Московский гость
Шрифт:
Лев Исаевич, не сомневаясь больше, что по Греховникову плачет психиатрическая клиника, уже не столько боялся своего неугомонного попутчика, сколько недоумевал: этот беспокойный малый и в самом деле не видит, что творится в городе? так-таки и живет в каком-то призрачном мире? Пафос Питирима Николаевича, бурно и весело, если верить его словам, празднично начинавшего новую жизнь, ничего не говорил Льву Исаевичу, не увлекал его, не раскрывал перед ним радужных перспектив, ибо он, как и подобает скорбному мыслителю и навсегда опечаленному мудрецу, ни в какую новую жизнь не верил, да и как поверить, вот живой пример: городские низы тоже полагают, будто начали нынче новую страницу своей истории.

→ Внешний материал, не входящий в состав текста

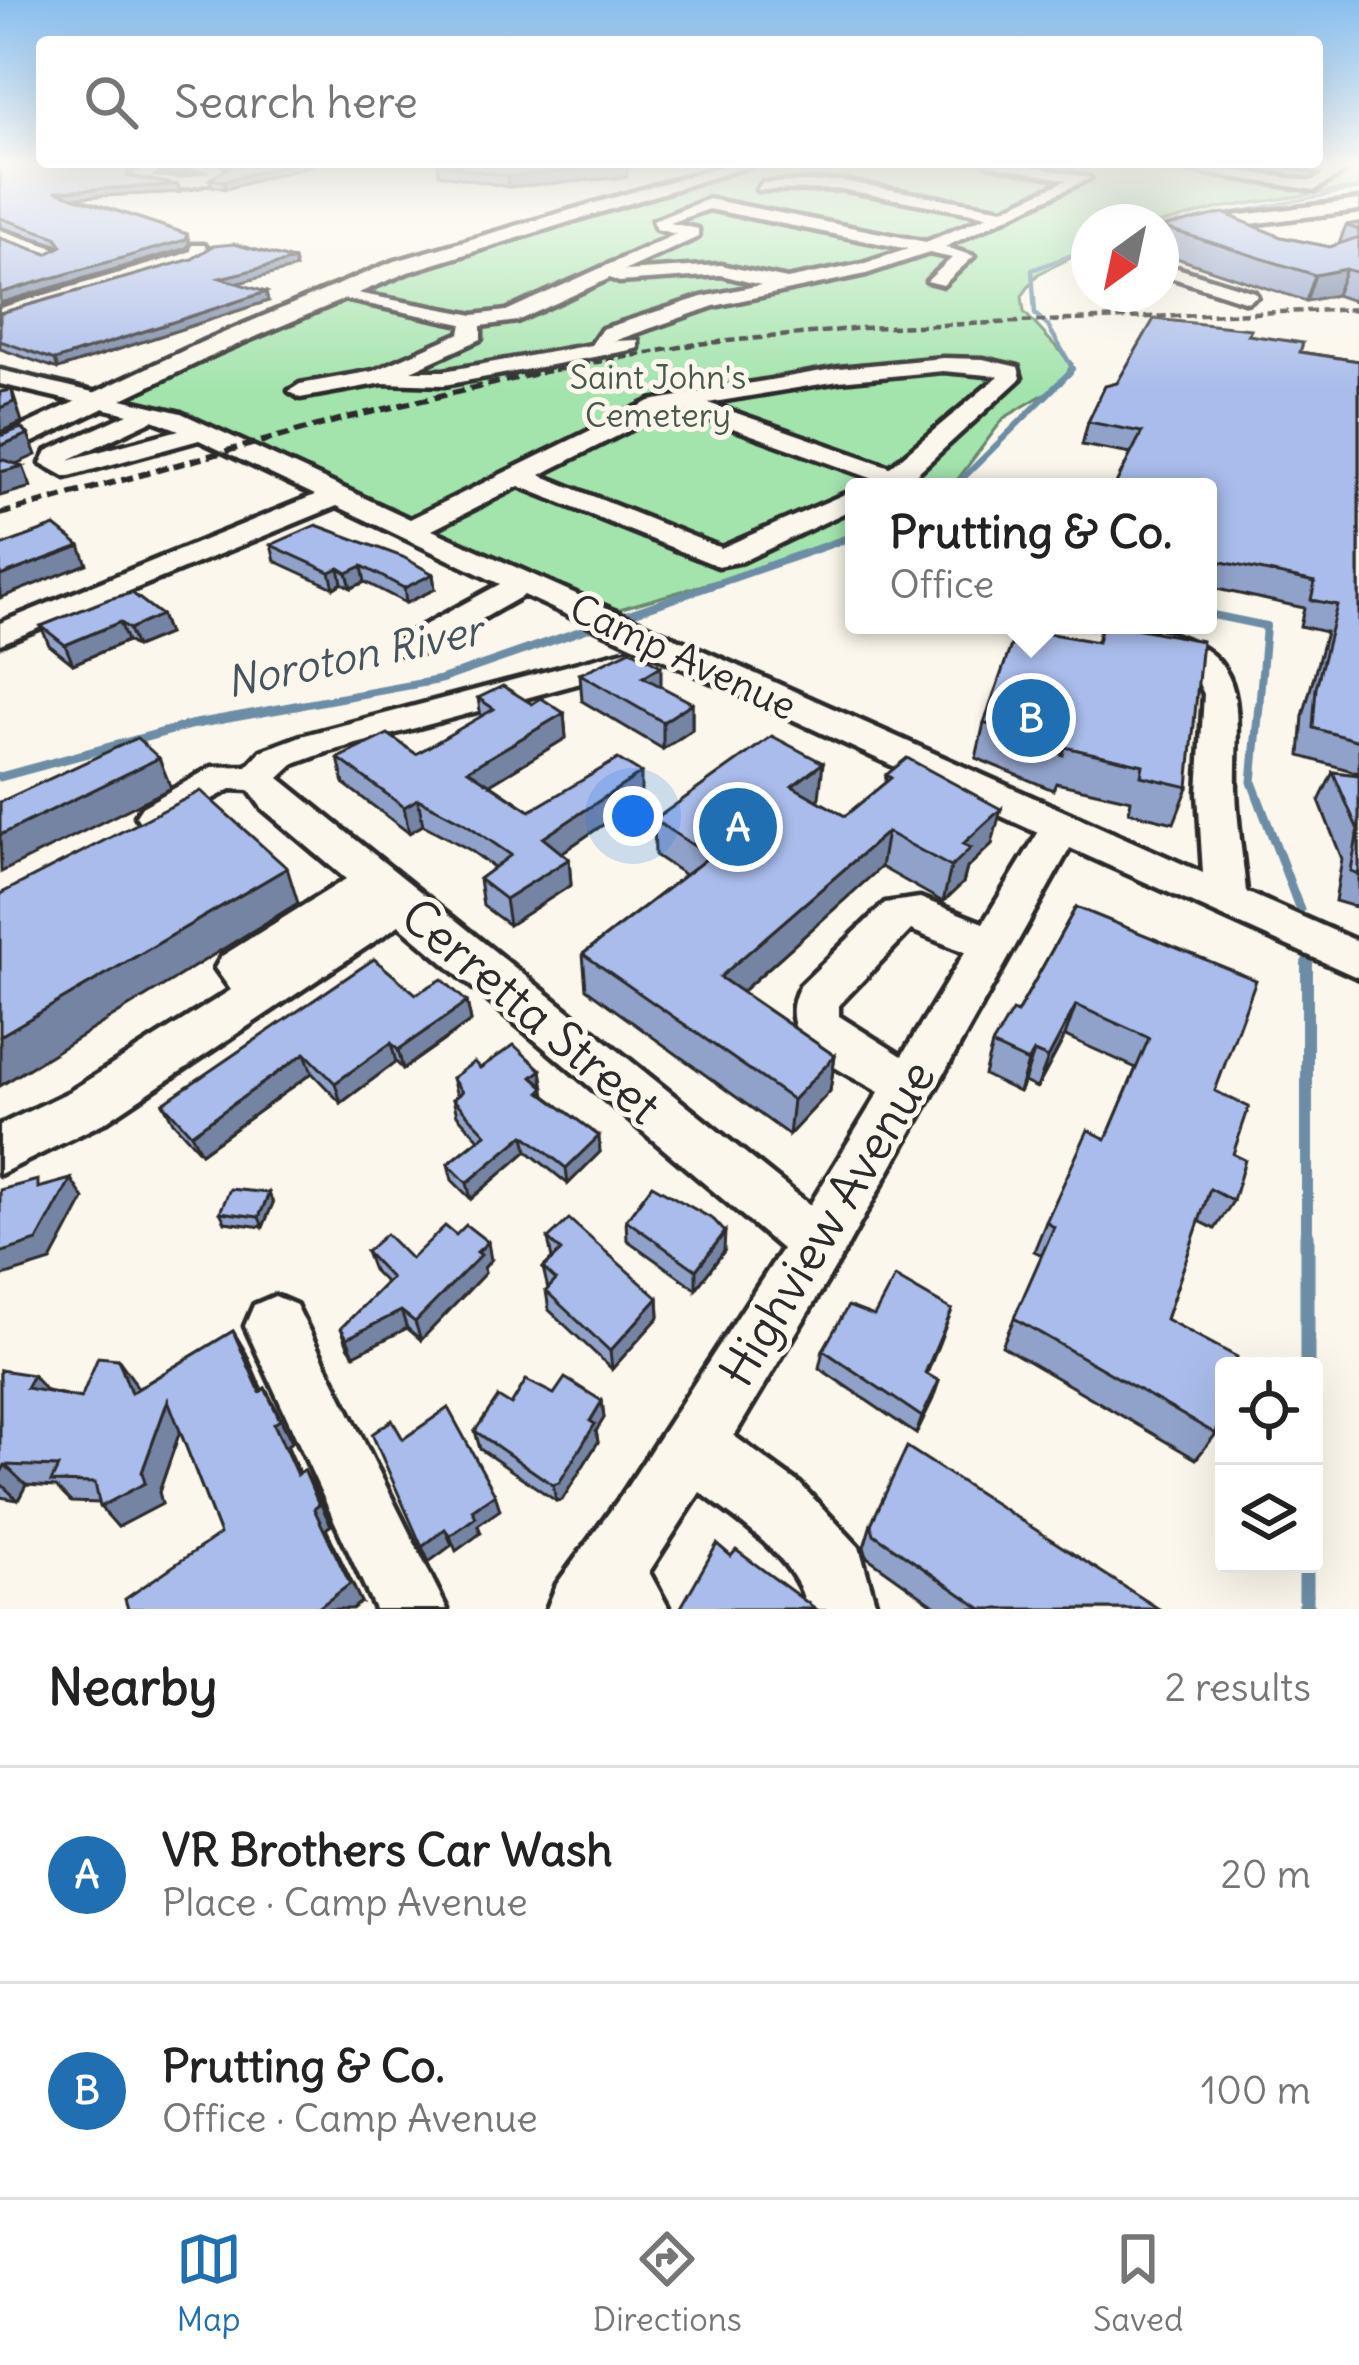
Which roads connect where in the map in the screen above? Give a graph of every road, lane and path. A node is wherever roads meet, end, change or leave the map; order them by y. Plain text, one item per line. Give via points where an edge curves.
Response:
1 (12, 239) edge
2 (497, 239) edge
3 (679, 239) edge
4 (883, 239) edge
5 (948, 239) edge
6 (928, 248) junction
7 (198, 249) edge
8 (52, 253) edge
9 (1179, 274) edge
10 (596, 277) junction
11 (936, 281) dead end
12 (788, 285) junction
13 (338, 292) junction
14 (1247, 296) dead end
15 (0, 314) edge
16 (474, 328) junction
17 (632, 344) dead end
18 (598, 348) junction
19 (0, 377) edge
20 (380, 377) junction
21 (300, 391) dead end
22 (680, 401) junction
23 (101, 402) junction
24 (152, 412) junction
25 (203, 431) junction
26 (0, 449) edge
27 (521, 477) junction
28 (872, 478) edge
29 (888, 478) edge
30 (342, 494) junction
31 (845, 502) edge
32 (412, 529) junction
33 (524, 583) junction
34 (0, 634) edge
35 (1158, 640) edge
36 (411, 646) dead end
37 (664, 649) junction
38 (261, 773) junction
39 (1060, 830) junction
40 (116, 837) edge
41 (388, 892) junction
42 (1226, 904) junction
43 (993, 945) junction
44 (1359, 961) edge
45 (912, 1086) junction
46 (0, 1151) edge
47 (819, 1242) junction
48 (275, 1326) dead end
49 (692, 1444) junction
50 (608, 1598) edge
51 (412, 1609) edge
52 (842, 1609) edge

1 - 8 street
2 - 13 main road
3 - 10 street
4 - 6 street
5 - 6 street
6 - 11 street via 965,256
6 - 12 street
7 - 15 street
9 - 14 street
10 - 12 street via 722,270
10 - 16 street via 510,317 524,325 508,334
12 - 18 street via 609,333
13 - 16 street
13 - 23 main road
16 - 20 street
17 - 18 street
18 - 20 street via 443,378
19 - 23 street, Camp Avenue
20 - 21 street
22 - 27 street
22 - 28 street
22 - 29 street via 880,371 980,364 1010,372 924,455
23 - 24 street, Camp Avenue
23 - 26 main road
24 - 25 street, Camp Avenue
24 - 25 street via 54,463 66,469
25 - 30 street, Camp Avenue
27 - 31 street via 718,556
27 - 32 street
30 - 32 street, Camp Avenue
30 - 34 street
32 - 33 street, Camp Avenue
33 - 36 street
33 - 37 street, Camp Avenue
35 - 42 street via 1207,665 1221,694 1217,793
37 - 38 street via 314,744 273,759
37 - 39 street, Camp Avenue
38 - 40 street via 225,776
38 - 41 street, Cerretta Street via 276,799
39 - 42 street, Camp Avenue
39 - 43 street, Highview Avenue
41 - 46 street via 263,993 87,1107
41 - 47 street, Cerretta Street
42 - 44 street, Camp Avenue
43 - 45 street, Highview Avenue
43 - 45 street via 920,914 900,914 815,999 815,1023 836,1043
45 - 47 street, Highview Avenue
47 - 49 street, Highview Avenue
48 - 51 street
49 - 50 street, Highview Avenue
49 - 52 street via 776,1508 835,1571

Не очень-то вдохновляющий пример. Лев Исаевич осуждающе покачал головой и скривил губы в саркастической усмешке. Но это было еще не все, мощная отповедь Плинтуса только брала разбег. Слепоту писателя, не замечавшего разразившихся беспорядков и погромов, он воспринял как личное оскорбление, ведь направлены эти беспорядки и погромы в конечном счете против таких, как он, интеллигентных, деловитых, обеспеченных. И писатель, совесть народа, не видит этого, не придает этому значения,
И тогда Лев Исаевич понял: Питирим Николаевич пьян до неприличия, как сапожник, как грубый мужлан, как бродяга без роду и племени. Он и есть такой бродяга, и есть человек толпы, один из тех, кто сейчас, может быть, уже ворвался в уютное холостяцкое гнездышко и, не обнаружив хозяина, не встречая ни малейшего сопротивления, крушит и поганит все в нем.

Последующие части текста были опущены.